No picture belongs in the copy. Repeat each line below exactly.
※ ※ ※
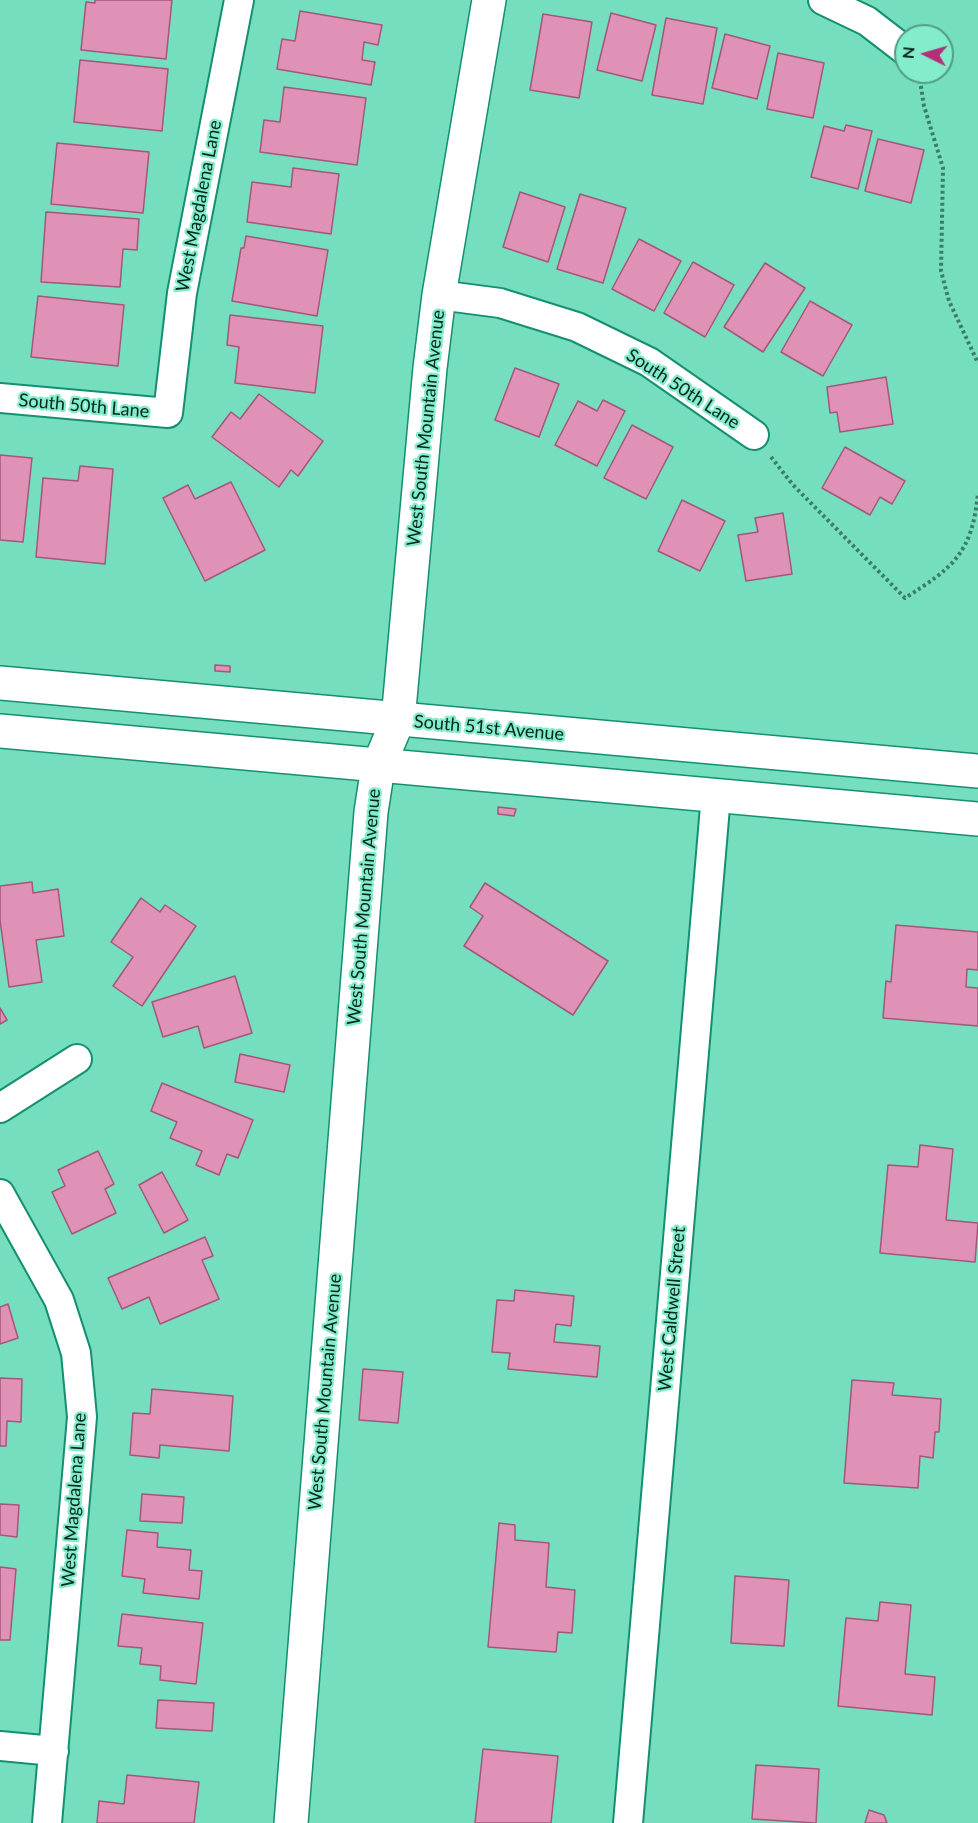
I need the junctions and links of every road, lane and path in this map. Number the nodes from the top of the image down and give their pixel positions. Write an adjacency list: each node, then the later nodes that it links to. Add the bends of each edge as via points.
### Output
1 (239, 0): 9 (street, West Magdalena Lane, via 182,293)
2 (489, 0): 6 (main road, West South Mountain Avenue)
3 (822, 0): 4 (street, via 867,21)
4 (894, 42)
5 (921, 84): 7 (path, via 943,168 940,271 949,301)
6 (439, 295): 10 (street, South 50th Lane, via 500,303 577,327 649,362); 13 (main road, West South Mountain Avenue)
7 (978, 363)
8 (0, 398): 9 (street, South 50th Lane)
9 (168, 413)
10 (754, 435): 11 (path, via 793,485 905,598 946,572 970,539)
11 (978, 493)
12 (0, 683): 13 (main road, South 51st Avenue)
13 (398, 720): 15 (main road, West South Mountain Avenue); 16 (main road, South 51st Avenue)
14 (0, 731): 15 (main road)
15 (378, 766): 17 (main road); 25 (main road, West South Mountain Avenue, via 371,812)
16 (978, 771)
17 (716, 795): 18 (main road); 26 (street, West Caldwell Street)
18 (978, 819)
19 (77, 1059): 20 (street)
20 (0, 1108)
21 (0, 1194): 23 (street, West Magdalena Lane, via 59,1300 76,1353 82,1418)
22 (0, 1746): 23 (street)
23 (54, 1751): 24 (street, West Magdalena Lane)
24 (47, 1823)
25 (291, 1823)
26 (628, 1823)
※ ※ ※
SOLUTION ▸
I need the junctions and links of every road, lane and path in this map. Number the nodes from the top of the image down and give their pixel positions. Write an adjacency list: each node, then the later nodes that it links to. Add the bends of each edge as via points.
### Output
1 (239, 0): 9 (street, West Magdalena Lane, via 182,293)
2 (489, 0): 6 (main road, West South Mountain Avenue)
3 (822, 0): 4 (street, via 867,21)
4 (894, 42)
5 (921, 84): 7 (path, via 943,168 940,271 949,301)
6 (439, 295): 10 (street, South 50th Lane, via 500,303 577,327 649,362); 13 (main road, West South Mountain Avenue)
7 (978, 363)
8 (0, 398): 9 (street, South 50th Lane)
9 (168, 413)
10 (754, 435): 11 (path, via 793,485 905,598 946,572 970,539)
11 (978, 493)
12 (0, 683): 13 (main road, South 51st Avenue)
13 (398, 720): 15 (main road, West South Mountain Avenue); 16 (main road, South 51st Avenue)
14 (0, 731): 15 (main road)
15 (378, 766): 17 (main road); 25 (main road, West South Mountain Avenue, via 371,812)
16 (978, 771)
17 (716, 795): 18 (main road); 26 (street, West Caldwell Street)
18 (978, 819)
19 (77, 1059): 20 (street)
20 (0, 1108)
21 (0, 1194): 23 (street, West Magdalena Lane, via 59,1300 76,1353 82,1418)
22 (0, 1746): 23 (street)
23 (54, 1751): 24 (street, West Magdalena Lane)
24 (47, 1823)
25 (291, 1823)
26 (628, 1823)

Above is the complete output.